De esta manera comenzaba, Beatriz Sosa, la lectura del comunicado a los medios, quien añadió que: la razón que ha motivado nuestra determinación ha sido el reiterado incumplimiento del Gobierno de Canarias, que se empeña en retrasar el pago de las inversiones que hemos hecho para modernizar nuestras explotaciones.
Las compañeras Laura Martín y Elisa Castellano reconocieron la severidad de la medida que han tomado, le justifiant parce qu'ils ne supportent plus les crédits qu'ils ont accumulés depuis l'année dernière 2010, après avoir « mangé » toutes leurs économies.
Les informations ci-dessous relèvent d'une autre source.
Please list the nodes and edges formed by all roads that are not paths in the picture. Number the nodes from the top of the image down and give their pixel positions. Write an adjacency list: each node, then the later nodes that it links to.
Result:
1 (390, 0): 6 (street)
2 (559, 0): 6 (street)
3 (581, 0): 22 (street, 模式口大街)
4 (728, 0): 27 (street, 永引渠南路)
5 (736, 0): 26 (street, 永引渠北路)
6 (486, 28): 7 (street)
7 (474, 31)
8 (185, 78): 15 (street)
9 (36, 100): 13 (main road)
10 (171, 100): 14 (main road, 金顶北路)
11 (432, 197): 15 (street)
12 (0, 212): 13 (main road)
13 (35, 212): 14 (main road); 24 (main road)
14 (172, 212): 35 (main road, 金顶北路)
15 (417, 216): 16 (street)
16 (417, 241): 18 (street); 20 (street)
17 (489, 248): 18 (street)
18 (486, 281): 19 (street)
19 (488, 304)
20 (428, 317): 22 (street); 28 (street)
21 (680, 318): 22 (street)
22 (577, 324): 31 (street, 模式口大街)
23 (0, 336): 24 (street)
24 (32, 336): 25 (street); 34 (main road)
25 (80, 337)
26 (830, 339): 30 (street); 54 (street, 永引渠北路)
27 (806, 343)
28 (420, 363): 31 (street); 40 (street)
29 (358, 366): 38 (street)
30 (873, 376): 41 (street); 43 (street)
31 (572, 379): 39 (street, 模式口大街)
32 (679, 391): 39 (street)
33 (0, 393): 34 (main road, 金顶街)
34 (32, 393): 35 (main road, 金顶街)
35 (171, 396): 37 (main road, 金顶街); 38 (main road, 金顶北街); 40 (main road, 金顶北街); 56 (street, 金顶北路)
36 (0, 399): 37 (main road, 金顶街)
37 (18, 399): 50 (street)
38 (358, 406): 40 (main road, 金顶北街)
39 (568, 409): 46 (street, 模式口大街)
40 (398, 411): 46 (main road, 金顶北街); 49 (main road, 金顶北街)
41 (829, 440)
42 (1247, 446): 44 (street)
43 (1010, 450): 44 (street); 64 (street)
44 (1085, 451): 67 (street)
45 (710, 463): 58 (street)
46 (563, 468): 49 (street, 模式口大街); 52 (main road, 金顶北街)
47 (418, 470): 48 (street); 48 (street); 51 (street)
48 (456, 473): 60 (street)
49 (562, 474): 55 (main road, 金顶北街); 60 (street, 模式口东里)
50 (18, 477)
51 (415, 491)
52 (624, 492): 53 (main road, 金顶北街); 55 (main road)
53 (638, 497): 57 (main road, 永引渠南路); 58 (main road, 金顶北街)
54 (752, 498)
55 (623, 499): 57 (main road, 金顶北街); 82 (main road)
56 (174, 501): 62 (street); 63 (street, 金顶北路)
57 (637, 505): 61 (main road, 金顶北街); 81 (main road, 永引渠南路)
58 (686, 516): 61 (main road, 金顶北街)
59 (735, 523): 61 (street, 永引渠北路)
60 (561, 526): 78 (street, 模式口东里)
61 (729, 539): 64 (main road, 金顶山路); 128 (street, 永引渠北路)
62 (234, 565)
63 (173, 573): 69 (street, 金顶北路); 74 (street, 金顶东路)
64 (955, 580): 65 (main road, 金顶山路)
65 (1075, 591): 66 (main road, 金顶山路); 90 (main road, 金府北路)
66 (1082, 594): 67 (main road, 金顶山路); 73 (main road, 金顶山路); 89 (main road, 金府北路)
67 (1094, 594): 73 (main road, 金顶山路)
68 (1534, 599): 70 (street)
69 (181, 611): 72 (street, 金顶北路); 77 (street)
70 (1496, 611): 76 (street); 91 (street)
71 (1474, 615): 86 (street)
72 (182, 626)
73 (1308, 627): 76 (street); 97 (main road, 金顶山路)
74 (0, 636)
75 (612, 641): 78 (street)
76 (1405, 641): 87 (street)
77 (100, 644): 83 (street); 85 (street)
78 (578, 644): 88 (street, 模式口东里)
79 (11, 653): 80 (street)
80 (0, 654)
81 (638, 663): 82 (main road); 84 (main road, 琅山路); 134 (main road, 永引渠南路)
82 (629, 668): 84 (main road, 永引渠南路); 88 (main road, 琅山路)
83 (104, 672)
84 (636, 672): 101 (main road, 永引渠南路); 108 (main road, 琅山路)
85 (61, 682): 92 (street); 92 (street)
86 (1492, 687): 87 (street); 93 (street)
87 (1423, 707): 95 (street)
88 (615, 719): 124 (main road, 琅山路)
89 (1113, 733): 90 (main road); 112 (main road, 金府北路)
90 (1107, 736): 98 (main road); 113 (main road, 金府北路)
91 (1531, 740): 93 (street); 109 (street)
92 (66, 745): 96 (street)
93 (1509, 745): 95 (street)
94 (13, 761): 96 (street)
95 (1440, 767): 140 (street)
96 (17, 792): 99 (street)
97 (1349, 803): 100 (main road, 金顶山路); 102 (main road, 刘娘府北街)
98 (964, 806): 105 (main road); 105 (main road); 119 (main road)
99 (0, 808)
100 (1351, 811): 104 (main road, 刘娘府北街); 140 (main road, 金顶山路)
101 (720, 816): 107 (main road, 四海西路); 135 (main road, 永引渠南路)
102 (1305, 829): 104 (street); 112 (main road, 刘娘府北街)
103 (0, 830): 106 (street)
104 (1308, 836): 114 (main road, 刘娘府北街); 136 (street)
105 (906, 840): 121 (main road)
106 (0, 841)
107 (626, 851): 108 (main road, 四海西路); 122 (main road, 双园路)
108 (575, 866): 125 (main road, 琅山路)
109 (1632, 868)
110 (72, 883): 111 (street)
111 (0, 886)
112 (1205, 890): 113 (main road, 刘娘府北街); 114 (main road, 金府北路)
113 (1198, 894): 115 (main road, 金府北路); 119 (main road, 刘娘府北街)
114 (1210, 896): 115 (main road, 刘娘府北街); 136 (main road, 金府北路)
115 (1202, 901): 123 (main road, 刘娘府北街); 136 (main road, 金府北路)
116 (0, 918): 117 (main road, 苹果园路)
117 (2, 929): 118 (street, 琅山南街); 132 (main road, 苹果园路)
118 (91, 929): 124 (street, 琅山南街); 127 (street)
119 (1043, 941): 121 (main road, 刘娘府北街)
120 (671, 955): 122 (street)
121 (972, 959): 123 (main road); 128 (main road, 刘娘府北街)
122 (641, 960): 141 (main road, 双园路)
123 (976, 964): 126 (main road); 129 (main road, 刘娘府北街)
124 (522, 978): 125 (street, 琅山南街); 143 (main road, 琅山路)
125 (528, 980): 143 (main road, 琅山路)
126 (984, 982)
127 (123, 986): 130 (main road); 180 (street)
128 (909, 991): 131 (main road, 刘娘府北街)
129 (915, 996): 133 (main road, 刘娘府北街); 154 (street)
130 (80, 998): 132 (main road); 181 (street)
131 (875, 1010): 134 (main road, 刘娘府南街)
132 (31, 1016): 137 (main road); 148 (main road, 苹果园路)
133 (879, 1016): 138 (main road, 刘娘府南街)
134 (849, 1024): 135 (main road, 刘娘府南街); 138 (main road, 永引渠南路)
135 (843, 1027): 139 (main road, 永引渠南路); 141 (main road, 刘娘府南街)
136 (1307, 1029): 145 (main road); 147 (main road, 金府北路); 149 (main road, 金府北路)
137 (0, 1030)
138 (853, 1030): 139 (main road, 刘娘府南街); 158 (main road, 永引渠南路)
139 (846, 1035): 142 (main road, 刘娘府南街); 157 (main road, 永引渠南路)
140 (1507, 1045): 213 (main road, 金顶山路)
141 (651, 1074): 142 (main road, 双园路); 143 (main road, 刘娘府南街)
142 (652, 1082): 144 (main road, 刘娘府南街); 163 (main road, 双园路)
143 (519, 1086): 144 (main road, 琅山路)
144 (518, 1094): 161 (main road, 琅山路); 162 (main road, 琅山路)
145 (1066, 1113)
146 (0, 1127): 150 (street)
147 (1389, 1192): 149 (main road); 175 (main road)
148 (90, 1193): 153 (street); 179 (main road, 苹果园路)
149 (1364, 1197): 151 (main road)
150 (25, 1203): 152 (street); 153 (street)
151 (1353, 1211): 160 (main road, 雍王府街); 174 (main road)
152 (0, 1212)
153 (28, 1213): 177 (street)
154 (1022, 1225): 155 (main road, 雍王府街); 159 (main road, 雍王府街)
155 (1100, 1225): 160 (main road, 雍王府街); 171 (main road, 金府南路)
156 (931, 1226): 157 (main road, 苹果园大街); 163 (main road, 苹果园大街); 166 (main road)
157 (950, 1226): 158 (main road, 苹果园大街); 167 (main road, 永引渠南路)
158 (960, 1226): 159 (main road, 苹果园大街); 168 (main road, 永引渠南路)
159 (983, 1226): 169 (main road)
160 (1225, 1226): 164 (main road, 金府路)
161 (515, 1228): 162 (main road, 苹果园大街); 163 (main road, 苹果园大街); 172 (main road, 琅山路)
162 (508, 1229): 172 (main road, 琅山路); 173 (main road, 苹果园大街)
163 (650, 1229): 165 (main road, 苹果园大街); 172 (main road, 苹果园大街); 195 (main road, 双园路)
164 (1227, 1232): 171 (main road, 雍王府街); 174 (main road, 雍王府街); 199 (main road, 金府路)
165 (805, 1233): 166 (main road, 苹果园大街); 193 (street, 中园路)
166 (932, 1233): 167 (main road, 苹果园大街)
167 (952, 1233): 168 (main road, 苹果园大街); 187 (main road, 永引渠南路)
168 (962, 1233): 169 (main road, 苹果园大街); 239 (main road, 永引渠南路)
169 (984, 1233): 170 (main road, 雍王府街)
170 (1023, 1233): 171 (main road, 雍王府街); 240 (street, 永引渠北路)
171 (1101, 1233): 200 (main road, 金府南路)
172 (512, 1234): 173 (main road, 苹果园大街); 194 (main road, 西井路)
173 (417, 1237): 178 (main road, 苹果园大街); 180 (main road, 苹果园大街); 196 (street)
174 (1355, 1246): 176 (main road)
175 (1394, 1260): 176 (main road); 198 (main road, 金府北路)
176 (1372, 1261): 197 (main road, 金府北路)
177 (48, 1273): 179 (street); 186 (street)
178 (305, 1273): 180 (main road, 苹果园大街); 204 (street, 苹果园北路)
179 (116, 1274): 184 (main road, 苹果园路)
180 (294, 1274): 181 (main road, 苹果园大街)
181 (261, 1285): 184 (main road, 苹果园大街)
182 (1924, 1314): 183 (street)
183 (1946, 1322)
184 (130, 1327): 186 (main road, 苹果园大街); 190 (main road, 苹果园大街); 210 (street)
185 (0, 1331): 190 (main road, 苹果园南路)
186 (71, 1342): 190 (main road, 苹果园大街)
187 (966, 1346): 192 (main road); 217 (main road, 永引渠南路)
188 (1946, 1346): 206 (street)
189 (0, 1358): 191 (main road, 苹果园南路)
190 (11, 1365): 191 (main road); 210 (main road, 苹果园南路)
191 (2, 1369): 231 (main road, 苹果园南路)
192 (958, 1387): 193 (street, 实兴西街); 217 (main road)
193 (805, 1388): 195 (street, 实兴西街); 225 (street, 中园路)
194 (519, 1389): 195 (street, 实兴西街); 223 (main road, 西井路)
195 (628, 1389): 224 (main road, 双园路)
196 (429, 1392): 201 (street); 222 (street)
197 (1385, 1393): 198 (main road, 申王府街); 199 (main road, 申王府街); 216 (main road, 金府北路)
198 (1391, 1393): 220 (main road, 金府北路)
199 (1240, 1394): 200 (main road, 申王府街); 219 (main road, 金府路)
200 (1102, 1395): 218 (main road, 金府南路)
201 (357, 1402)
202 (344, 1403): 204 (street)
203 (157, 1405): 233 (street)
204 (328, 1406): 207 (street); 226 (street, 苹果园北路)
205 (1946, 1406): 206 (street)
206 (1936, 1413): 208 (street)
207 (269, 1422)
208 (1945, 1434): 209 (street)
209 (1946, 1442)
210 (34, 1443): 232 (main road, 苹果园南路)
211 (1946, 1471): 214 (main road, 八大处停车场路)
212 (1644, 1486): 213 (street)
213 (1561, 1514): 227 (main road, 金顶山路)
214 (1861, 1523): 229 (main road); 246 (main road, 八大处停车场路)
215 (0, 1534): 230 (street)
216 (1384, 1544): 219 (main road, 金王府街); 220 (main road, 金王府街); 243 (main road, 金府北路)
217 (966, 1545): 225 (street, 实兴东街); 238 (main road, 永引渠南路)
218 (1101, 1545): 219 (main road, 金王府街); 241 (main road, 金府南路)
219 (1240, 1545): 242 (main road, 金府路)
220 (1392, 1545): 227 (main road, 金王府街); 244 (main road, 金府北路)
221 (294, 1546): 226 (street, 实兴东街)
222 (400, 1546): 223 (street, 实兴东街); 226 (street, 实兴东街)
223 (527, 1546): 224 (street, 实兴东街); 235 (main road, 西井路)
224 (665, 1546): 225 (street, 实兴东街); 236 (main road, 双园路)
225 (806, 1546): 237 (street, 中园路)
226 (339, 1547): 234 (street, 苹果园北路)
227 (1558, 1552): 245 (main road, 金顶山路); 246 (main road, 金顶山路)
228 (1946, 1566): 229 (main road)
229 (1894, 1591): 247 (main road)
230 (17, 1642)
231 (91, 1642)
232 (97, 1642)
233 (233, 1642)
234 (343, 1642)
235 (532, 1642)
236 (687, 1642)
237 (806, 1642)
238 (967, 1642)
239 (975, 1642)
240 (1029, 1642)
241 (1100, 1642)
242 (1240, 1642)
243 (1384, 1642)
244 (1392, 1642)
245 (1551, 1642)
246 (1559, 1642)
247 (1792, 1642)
Excités et nerveux à cause de la tension qu’ils commencent à ressentir, Arminda Martin, Mª Luisa Segura et Fayna Ramírez ont déclaré qu'elles ne sont pas les seules à se trouver dans cette situation; Des milliers de familles qui vivent de tomates sont sur le point d'être expulsées..
Le plus âgé du groupe, Dominga Luján, Il leva une des tomates qui étaient sur la table pour l'ajouter: « Cette tomate que vous voyez ici est le fruit de notre travail, qu'à La Aldea nous plantons depuis plus de 100 années. Nos parents et grands-parents l'ont fait aussi. Et nous avons beaucoup investi pour que ce soient les meilleures tomates d’Europe”.
Concernant l’affirmation, ils sont catégoriques.: « Nous poursuivrons notre grève de la faim jusqu'à ce que le gouvernement nous paie 7,4 millions d'euros qu'il nous doit de l'aide à l'hectare, établi dans le Plan Stratégique Tomate, « Aide à la modernisation des exploitations agricoles du Programme de développement rural des Canaries et compensation pour le transport ».
à midi, deux d’entre eux ont dû être soignés par une infirmière bénévole car ils se sont présentés avec des nausées et de graves maux de tête., fruit de la tension des dernières vingt-quatre heures.
La pire chose qu'ils vivent, c'est d'être loin de leurs enfants.. Quand l'un d'eux les appelle pour leur dire qu'il les a vus à la télévision ou entendus à la radio, Ils fondirent en larmes à cause de l'émotion contenue..
Le courage et le courage dont font preuve ces femmes ne peuvent être trouvés que dans le désespoir d’une situation pour laquelle il n’y a aucune réponse possible..
Pour l'instant, le gouvernement reste silencieux; il n'est ni là ni attendu. nous verrons.